DATA EXTRACTS START

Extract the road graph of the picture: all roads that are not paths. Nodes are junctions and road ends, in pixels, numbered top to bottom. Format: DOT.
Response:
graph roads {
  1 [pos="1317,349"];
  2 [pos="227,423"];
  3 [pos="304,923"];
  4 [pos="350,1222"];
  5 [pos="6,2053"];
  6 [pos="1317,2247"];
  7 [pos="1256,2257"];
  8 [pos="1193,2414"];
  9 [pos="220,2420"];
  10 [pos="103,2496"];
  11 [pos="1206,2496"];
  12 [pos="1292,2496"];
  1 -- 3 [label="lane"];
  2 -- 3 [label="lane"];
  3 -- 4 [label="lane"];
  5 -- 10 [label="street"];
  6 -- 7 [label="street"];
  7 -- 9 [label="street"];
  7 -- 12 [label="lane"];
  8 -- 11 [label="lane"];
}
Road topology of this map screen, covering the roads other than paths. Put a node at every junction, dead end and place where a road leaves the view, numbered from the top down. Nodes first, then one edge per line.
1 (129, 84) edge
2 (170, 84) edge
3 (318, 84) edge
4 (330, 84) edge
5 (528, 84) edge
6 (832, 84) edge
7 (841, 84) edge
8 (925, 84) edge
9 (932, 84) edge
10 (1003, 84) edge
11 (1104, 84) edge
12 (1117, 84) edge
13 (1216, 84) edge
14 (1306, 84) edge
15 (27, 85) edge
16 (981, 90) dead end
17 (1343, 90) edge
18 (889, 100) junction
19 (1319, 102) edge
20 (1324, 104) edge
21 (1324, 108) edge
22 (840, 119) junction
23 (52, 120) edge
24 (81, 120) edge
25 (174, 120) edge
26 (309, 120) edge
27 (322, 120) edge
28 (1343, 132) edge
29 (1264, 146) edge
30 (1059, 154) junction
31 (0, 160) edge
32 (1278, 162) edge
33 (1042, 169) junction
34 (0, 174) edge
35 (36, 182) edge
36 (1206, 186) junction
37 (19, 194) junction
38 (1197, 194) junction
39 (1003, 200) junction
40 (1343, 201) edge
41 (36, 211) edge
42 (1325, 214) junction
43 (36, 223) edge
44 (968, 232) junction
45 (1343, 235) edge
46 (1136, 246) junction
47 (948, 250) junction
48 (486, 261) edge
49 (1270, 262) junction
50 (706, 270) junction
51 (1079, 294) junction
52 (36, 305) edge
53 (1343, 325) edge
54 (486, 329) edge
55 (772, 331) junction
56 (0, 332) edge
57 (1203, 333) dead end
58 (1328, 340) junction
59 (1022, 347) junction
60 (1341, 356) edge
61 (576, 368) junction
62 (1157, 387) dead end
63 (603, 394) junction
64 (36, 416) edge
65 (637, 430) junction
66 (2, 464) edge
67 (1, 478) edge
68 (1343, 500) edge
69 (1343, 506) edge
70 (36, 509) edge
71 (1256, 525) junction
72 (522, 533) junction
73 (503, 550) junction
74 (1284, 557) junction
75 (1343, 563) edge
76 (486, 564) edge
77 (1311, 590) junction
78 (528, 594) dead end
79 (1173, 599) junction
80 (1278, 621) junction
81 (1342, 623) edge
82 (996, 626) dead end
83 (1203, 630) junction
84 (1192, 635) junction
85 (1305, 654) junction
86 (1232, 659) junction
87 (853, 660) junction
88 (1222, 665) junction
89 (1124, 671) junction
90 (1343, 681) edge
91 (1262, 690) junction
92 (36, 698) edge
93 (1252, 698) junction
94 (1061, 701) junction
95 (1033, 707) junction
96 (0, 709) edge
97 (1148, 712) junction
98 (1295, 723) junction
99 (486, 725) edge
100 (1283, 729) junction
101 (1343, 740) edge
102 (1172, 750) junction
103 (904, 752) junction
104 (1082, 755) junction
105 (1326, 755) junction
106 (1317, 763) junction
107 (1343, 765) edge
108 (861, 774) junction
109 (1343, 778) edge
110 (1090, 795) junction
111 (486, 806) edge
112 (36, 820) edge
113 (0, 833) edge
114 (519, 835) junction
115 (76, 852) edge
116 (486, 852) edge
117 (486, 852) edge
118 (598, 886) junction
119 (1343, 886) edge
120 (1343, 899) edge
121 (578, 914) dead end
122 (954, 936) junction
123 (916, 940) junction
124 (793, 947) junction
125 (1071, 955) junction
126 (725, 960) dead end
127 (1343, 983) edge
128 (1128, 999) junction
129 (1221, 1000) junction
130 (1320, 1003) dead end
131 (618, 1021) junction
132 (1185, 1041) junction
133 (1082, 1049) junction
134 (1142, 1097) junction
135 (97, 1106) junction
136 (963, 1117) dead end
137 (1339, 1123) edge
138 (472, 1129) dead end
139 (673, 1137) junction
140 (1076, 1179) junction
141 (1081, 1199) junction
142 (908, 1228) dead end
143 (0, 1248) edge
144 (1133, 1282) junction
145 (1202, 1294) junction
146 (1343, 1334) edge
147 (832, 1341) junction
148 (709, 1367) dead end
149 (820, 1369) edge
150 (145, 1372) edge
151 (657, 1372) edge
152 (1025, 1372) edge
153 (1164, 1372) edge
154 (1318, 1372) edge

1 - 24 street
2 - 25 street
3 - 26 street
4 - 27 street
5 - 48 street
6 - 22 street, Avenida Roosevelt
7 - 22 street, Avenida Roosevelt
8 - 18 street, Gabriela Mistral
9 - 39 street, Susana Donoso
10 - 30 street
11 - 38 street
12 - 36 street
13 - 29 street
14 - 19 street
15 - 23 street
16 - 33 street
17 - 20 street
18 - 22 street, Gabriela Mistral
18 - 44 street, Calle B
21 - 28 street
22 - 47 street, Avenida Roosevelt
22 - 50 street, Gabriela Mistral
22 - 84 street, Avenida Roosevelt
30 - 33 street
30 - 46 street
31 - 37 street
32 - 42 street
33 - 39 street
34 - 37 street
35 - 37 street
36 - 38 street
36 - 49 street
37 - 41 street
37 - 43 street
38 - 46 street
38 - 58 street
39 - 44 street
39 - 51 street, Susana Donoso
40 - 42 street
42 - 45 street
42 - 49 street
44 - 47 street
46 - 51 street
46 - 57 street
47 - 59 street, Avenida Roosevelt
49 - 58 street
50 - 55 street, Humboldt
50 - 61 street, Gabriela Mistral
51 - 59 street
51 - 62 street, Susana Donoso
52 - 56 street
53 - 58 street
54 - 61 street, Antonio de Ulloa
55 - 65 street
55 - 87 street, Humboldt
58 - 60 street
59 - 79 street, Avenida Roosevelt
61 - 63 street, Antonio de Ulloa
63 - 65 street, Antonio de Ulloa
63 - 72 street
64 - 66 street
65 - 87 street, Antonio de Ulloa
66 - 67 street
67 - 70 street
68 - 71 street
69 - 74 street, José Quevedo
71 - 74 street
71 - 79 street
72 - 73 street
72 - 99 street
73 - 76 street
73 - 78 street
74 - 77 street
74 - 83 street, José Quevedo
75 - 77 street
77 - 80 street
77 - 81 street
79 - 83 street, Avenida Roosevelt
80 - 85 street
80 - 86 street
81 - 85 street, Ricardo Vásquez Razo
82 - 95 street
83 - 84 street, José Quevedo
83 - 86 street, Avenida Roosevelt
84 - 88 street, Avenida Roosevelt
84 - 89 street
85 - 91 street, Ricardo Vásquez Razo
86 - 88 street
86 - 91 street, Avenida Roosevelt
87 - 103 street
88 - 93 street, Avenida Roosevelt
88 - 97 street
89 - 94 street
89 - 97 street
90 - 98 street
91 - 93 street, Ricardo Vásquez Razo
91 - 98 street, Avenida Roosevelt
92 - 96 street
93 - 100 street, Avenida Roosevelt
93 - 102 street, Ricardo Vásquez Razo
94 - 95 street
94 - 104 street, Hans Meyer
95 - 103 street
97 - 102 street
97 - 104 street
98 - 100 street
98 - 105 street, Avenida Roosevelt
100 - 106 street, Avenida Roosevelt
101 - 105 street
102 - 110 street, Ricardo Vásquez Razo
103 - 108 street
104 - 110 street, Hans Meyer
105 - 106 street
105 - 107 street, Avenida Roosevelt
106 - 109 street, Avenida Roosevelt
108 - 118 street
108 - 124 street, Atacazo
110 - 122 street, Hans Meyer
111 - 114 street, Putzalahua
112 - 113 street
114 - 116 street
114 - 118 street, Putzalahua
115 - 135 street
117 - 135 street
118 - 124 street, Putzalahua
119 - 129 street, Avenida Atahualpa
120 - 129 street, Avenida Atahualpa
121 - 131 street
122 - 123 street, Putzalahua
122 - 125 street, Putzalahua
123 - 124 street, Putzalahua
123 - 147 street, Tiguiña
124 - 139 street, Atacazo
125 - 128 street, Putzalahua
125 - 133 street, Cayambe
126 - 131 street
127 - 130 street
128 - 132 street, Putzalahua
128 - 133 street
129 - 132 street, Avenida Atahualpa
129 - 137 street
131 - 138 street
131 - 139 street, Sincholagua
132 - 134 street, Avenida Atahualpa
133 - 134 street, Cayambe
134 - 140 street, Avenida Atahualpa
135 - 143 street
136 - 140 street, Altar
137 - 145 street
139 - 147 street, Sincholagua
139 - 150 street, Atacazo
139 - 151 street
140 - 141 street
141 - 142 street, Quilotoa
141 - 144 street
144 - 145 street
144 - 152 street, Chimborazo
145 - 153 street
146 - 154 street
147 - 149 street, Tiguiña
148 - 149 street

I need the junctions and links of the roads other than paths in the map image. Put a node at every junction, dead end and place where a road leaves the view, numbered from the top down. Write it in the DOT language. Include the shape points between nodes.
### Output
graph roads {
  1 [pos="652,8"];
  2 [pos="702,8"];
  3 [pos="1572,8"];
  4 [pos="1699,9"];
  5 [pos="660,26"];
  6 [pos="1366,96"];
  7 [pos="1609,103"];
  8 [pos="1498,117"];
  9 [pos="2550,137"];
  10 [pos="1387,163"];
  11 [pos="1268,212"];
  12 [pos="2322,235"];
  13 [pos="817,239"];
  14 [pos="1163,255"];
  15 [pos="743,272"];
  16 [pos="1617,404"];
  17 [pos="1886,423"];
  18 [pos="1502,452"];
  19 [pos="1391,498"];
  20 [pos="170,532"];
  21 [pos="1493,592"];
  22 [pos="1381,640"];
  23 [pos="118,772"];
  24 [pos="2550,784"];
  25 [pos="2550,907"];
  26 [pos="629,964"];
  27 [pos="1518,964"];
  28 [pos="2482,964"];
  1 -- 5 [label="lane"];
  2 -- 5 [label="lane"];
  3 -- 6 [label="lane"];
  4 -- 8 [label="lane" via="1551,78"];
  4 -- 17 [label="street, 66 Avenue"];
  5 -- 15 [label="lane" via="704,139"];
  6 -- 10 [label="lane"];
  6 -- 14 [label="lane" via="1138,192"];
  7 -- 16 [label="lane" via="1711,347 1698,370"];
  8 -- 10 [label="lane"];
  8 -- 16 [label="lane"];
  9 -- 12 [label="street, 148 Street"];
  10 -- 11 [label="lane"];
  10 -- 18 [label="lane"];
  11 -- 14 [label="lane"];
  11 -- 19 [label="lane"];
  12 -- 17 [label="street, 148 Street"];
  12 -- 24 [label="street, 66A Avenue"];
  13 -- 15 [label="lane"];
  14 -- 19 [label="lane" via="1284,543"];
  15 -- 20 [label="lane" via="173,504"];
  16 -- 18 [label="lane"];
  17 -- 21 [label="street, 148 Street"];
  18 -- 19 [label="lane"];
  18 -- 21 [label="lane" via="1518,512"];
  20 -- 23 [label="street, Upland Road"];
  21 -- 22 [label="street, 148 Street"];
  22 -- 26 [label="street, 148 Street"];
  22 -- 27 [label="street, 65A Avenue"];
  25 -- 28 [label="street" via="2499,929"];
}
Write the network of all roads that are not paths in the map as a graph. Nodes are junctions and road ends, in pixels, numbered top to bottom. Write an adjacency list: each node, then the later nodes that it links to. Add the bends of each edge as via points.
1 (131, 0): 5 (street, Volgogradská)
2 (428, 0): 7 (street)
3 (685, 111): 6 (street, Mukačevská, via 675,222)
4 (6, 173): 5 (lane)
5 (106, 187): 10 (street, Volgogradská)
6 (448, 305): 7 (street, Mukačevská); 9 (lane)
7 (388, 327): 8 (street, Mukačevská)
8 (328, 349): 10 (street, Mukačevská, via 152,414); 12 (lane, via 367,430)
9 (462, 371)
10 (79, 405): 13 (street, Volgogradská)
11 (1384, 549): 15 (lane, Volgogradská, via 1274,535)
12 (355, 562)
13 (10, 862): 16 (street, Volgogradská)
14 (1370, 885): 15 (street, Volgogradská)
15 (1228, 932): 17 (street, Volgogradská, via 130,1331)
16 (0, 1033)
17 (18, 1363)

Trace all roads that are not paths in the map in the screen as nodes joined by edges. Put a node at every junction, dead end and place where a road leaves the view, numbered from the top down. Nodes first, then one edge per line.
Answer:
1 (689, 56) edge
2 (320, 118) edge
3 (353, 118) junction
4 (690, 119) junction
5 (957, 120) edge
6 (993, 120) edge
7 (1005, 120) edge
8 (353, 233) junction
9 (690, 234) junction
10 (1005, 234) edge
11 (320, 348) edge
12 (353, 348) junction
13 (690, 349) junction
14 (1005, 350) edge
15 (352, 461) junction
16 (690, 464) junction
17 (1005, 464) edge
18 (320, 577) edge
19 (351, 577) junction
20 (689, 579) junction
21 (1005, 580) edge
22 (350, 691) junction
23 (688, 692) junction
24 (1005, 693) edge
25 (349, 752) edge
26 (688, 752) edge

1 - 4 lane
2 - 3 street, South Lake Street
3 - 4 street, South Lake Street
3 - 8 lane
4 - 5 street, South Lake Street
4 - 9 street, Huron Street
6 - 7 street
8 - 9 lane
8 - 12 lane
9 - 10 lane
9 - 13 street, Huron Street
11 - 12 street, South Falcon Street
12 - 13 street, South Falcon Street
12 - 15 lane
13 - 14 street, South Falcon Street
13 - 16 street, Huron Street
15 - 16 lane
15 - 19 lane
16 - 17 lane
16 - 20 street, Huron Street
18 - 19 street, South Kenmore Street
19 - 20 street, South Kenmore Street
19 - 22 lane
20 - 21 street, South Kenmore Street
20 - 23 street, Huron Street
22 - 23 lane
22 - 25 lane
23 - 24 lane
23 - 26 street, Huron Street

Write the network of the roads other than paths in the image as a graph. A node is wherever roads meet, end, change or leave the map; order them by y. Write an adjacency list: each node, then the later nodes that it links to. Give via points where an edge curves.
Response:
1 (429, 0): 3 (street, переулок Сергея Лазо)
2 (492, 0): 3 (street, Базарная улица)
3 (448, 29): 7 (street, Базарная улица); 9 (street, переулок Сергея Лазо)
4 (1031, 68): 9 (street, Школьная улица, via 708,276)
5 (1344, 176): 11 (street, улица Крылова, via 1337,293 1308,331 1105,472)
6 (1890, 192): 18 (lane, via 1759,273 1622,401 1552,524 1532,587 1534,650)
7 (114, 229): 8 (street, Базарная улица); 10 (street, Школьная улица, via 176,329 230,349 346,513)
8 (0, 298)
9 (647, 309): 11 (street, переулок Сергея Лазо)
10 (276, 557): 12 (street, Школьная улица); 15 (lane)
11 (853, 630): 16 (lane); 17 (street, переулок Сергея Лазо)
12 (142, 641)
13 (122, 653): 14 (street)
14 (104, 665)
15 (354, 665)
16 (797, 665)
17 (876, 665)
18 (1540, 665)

DATA EXTRACTS END

# WORK REQUEST:
Across all the records, find the lines containing the word "later" and reproduce each one.

# YOUR SOLUTION:
Write the network of all roads that are not paths in the map as a graph. Nodes are junctions and road ends, in pixels, numbered top to bottom. Write an adjacency list: each node, then the later nodes that it links to. Add the bends of each edge as via points.
Write the network of the roads other than paths in the image as a graph. A node is wherever roads meet, end, change or leave the map; order them by y. Write an adjacency list: each node, then the later nodes that it links to. Give via points where an edge curves.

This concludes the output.